There is considerable variation in the distribution of the arterial network in the rectal submucosal area, and extensive communication exists between the distal branches of the SRA and the branches of the internal iliac artery. Whether patients with branches of the internal iliac artery involved in blood supply to the hemorrhoidal area require further blood flow blocking still lacks sufficient research evidence. For 4 patients with recurrent bleeding in this study, bleeding was stopped after embolization of the internal genital artery branch involved in blood supply to the hemorrhoidal area. Therefore, bilateral internal iliac arteriography and embolization of the internal genital arteries involved in blood supply to the hemorrhoidal area were necessary. Whether this embolization will cause ischaemic events needs to be investigated by large samples in multiple centers.

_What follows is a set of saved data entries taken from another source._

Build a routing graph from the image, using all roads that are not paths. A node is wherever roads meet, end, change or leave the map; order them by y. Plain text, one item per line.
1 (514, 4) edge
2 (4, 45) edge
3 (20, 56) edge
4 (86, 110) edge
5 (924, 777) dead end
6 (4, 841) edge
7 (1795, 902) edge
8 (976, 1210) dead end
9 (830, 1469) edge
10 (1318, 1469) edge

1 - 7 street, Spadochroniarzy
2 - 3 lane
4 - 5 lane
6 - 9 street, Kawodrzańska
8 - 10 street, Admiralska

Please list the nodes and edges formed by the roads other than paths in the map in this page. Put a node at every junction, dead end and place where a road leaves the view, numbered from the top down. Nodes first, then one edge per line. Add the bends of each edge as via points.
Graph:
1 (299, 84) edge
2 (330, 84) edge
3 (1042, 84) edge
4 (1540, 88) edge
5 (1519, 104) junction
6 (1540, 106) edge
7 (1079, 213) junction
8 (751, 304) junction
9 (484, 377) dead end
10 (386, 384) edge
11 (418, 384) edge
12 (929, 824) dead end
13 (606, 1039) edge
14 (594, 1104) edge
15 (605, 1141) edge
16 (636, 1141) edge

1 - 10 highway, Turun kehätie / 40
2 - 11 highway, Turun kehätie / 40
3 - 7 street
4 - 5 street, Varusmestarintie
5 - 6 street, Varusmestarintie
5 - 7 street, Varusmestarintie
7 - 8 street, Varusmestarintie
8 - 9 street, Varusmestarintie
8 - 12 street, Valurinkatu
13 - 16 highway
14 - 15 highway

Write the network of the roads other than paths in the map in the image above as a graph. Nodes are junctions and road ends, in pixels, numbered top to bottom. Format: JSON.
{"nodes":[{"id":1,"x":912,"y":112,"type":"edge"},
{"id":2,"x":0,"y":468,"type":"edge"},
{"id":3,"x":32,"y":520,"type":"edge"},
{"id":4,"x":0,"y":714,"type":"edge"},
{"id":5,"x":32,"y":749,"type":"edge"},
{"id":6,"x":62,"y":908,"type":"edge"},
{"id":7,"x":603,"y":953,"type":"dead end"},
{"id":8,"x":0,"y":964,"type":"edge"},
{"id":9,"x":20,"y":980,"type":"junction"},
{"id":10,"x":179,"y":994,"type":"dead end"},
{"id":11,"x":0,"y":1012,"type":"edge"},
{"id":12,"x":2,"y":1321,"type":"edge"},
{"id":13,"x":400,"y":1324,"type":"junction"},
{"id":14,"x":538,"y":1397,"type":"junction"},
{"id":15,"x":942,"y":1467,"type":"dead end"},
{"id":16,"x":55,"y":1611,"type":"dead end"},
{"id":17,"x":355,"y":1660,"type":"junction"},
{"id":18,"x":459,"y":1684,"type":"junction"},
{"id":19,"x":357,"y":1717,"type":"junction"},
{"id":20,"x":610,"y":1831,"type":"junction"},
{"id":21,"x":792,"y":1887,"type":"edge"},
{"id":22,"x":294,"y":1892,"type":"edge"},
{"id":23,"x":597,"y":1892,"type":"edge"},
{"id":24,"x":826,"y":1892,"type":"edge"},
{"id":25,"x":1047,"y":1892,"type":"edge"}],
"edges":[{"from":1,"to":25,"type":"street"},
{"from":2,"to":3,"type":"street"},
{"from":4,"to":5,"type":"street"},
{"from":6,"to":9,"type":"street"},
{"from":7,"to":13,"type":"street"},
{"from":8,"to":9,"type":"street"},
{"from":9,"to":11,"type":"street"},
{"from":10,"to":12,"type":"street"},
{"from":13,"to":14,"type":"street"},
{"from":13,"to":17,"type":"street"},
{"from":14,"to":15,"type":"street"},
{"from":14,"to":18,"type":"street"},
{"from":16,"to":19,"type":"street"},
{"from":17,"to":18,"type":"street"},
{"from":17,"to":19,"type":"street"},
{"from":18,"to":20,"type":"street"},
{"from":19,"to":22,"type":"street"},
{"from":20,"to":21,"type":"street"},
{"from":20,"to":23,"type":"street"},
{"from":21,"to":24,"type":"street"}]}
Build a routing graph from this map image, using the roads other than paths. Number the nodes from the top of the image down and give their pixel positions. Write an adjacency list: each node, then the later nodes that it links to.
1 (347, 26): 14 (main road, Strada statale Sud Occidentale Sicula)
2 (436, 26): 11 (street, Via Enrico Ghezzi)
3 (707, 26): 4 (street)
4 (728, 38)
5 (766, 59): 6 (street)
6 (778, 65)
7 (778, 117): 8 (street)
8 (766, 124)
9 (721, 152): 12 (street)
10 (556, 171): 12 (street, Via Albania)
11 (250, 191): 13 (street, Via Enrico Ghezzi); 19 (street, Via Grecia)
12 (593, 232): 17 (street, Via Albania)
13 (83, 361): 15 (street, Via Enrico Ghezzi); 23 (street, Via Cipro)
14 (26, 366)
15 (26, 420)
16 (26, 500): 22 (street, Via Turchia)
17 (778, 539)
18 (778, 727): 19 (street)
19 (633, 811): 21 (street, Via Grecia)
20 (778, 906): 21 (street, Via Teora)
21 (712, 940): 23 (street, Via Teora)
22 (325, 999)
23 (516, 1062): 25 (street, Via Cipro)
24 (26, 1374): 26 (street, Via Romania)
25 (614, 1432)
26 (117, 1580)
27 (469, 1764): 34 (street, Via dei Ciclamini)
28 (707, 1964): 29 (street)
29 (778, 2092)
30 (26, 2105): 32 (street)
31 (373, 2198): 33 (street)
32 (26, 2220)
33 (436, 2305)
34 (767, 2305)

This study has certain limitations. First of all, it was a retrospective study and symptoms were not graded according to a published symptom severity scale, which implies a selection and an observer bias as well as the difficulty in comparing the current series with others. The sample size was small and the study did not include a control group, did not compare the clinical effects of embolization with gelatin sponges with different particle diameters, and did not compare the clinical effects of embolization with gelatin sponge particles and PVA particles with the same particle size. Therefore this study should only be considered as a proof of concept and its value is mainly in adding clinical data in a field where publications are scarce. All these issues should therefore be addressed by future studies.

Conclusions

The efficacy and safety of interventional embolization of the SRA for hematochezia-based internal hemorrhoids was good, and this method is feasible and easy to perform. Further studies are needed to confirm our results.